Она умерла меньше чем через год после возвращения, и на ее похоронах я стояла между ее родителями. Похороны были мрачными, пресвитерианскими, тогда я первый раз появилась в светском обществе Луисвилла. Свинцово-серые небеса разверзлись дождем, под которым миссис Бейкер крепко сжимала мою руку в своих, а поля ее черной шляпы с перьями обвисли по обе стороны ее непроницаемого лица.
Облегчение при виде единственной дочери, вернувшейся домой из дальних стран, выкристаллизовалось в отчаяние, когда Элайза заболела, а теперь, когда ее не стало, что-то разбилось вдребезги у миссис Бейкер внутри. Но она держалась, пока могла, а потом умерла, убитая горем оттого, что так и не сумела придать мне хоть сколько-нибудь заметное сходство с Элайзой.
Судья стоял у могилы миссис Бейкер еще несколько часов после того, как закончились похороны, а я тем временем сидела в машине. Я видела его фигуру, похожую на надгробие на холме, и, лишь когда тени удлинились и сгустились, он наконец сел в машину и мы отправились домой.
«Какие надломленные, хрупкие люди», – думала я, украдкой изучая его краем глаза, и обещала себе, что ни за что не сдамся так легко.
Казалось, Элайза своей изящной худой рукой привела в движение выстроенный ряд костяшек домино.

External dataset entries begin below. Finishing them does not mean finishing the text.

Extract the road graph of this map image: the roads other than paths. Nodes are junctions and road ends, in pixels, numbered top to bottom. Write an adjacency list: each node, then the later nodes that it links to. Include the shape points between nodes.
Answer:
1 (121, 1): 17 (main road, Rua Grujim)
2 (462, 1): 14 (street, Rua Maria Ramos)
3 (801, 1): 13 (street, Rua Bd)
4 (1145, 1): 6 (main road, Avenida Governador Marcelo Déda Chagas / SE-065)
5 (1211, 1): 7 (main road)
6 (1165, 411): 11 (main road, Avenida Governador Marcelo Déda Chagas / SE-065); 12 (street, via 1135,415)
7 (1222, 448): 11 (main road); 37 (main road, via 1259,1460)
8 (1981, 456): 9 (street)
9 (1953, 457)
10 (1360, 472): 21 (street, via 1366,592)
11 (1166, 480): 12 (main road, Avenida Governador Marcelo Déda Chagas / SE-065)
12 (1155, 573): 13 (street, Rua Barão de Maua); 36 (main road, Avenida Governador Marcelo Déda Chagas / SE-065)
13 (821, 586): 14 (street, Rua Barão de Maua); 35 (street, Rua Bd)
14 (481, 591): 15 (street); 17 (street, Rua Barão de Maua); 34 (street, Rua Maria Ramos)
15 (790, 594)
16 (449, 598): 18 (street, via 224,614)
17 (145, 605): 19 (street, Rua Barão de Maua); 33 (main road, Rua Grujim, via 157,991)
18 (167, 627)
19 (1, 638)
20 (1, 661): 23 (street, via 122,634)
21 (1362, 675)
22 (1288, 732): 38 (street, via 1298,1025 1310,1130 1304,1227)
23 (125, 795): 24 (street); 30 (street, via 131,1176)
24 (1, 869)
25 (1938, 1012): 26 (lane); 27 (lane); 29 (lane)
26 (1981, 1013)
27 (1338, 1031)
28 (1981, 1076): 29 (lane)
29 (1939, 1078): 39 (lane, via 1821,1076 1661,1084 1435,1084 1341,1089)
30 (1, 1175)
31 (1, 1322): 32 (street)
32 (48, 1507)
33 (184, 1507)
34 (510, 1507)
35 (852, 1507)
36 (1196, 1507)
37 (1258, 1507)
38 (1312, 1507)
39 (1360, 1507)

Анабет Бейкер, коридорный призрак с синяками на шее и ртом, искаженным гневом и отчаянием, говорила, что цепь бедствий тянется с давних времен, и я решила быть благодарной недавним поколениям Бейкеров хотя бы за то, что они не умирали от разбитых сердец, душевных ран и плеврита.
Когда не стало миссис Бейкер, мне позволили посещать старшие классы местной школы, и это было облегчение после гнетущей боли в атмосфере дома, где я жила. Всякий раз, возвращаясь в безмолвный дом, который впитывал звуки и воздух как губка, я понимала, что надо схватить сумку и поспешить в гости к кому-нибудь из подруг.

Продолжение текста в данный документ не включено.